Exercise description: Retype each line below precisely and omit all images.

Material to process:

--- START ---

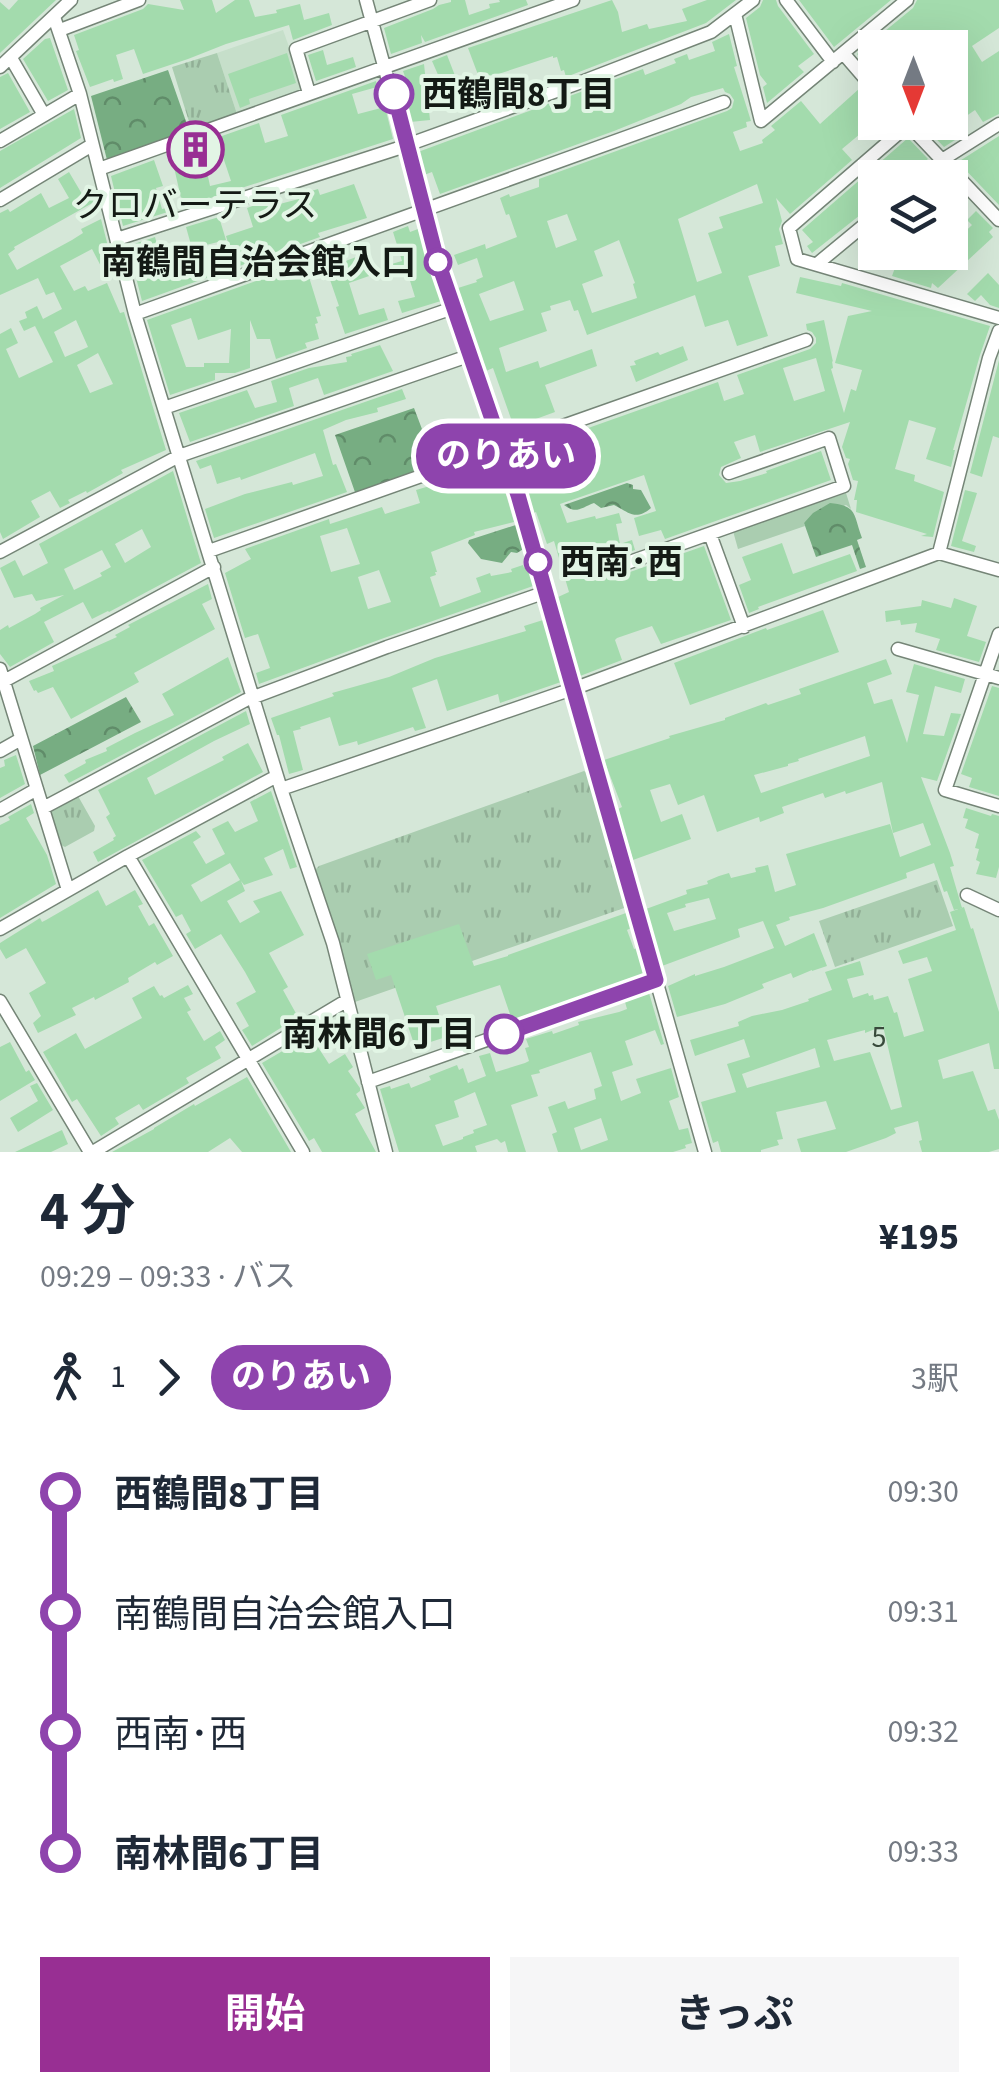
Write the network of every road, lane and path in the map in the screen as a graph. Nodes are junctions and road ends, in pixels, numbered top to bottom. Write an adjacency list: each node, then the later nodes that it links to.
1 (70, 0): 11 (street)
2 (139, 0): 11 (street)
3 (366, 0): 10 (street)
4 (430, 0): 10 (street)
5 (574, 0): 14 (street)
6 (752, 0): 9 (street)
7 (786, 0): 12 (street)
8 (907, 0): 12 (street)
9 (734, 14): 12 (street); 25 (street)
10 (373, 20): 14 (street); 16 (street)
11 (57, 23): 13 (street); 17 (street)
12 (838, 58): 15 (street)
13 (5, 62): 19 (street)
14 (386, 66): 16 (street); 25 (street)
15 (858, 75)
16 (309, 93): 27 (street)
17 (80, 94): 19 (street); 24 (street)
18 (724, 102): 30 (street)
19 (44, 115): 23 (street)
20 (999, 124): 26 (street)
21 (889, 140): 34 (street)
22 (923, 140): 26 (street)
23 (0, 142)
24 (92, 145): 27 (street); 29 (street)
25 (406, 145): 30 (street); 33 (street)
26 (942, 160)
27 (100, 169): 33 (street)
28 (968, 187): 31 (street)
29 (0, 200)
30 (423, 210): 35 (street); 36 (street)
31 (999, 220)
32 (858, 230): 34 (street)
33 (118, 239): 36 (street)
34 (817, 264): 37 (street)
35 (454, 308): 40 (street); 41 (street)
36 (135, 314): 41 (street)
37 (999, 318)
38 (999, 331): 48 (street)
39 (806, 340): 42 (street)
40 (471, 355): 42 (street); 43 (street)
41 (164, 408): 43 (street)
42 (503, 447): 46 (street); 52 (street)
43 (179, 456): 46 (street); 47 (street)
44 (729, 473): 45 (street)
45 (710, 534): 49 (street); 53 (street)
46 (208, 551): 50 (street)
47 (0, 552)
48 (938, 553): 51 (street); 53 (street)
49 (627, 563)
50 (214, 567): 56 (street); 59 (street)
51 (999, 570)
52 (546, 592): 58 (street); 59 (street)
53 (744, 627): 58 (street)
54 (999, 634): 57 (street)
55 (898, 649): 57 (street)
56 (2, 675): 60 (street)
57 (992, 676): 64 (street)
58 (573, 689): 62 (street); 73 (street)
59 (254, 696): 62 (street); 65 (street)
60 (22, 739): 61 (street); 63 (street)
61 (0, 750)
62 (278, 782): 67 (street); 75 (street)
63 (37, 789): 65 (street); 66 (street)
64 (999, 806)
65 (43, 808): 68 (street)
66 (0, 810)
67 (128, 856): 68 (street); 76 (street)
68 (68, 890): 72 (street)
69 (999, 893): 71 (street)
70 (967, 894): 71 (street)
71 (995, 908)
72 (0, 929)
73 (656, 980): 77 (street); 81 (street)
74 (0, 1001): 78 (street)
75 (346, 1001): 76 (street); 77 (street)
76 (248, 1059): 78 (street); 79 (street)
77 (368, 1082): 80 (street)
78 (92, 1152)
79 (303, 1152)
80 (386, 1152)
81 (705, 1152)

--- END ---

Written reply:
Write the network of every road, lane and path in the map in the screen as a graph. Nodes are junctions and road ends, in pixels, numbered top to bottom. Write an adjacency list: each node, then the later nodes that it links to.
1 (70, 0): 11 (street)
2 (139, 0): 11 (street)
3 (366, 0): 10 (street)
4 (430, 0): 10 (street)
5 (574, 0): 14 (street)
6 (752, 0): 9 (street)
7 (786, 0): 12 (street)
8 (907, 0): 12 (street)
9 (734, 14): 12 (street); 25 (street)
10 (373, 20): 14 (street); 16 (street)
11 (57, 23): 13 (street); 17 (street)
12 (838, 58): 15 (street)
13 (5, 62): 19 (street)
14 (386, 66): 16 (street); 25 (street)
15 (858, 75)
16 (309, 93): 27 (street)
17 (80, 94): 19 (street); 24 (street)
18 (724, 102): 30 (street)
19 (44, 115): 23 (street)
20 (999, 124): 26 (street)
21 (889, 140): 34 (street)
22 (923, 140): 26 (street)
23 (0, 142)
24 (92, 145): 27 (street); 29 (street)
25 (406, 145): 30 (street); 33 (street)
26 (942, 160)
27 (100, 169): 33 (street)
28 (968, 187): 31 (street)
29 (0, 200)
30 (423, 210): 35 (street); 36 (street)
31 (999, 220)
32 (858, 230): 34 (street)
33 (118, 239): 36 (street)
34 (817, 264): 37 (street)
35 (454, 308): 40 (street); 41 (street)
36 (135, 314): 41 (street)
37 (999, 318)
38 (999, 331): 48 (street)
39 (806, 340): 42 (street)
40 (471, 355): 42 (street); 43 (street)
41 (164, 408): 43 (street)
42 (503, 447): 46 (street); 52 (street)
43 (179, 456): 46 (street); 47 (street)
44 (729, 473): 45 (street)
45 (710, 534): 49 (street); 53 (street)
46 (208, 551): 50 (street)
47 (0, 552)
48 (938, 553): 51 (street); 53 (street)
49 (627, 563)
50 (214, 567): 56 (street); 59 (street)
51 (999, 570)
52 (546, 592): 58 (street); 59 (street)
53 (744, 627): 58 (street)
54 (999, 634): 57 (street)
55 (898, 649): 57 (street)
56 (2, 675): 60 (street)
57 (992, 676): 64 (street)
58 (573, 689): 62 (street); 73 (street)
59 (254, 696): 62 (street); 65 (street)
60 (22, 739): 61 (street); 63 (street)
61 (0, 750)
62 (278, 782): 67 (street); 75 (street)
63 (37, 789): 65 (street); 66 (street)
64 (999, 806)
65 (43, 808): 68 (street)
66 (0, 810)
67 (128, 856): 68 (street); 76 (street)
68 (68, 890): 72 (street)
69 (999, 893): 71 (street)
70 (967, 894): 71 (street)
71 (995, 908)
72 (0, 929)
73 (656, 980): 77 (street); 81 (street)
74 (0, 1001): 78 (street)
75 (346, 1001): 76 (street); 77 (street)
76 (248, 1059): 78 (street); 79 (street)
77 (368, 1082): 80 (street)
78 (92, 1152)
79 (303, 1152)
80 (386, 1152)
81 (705, 1152)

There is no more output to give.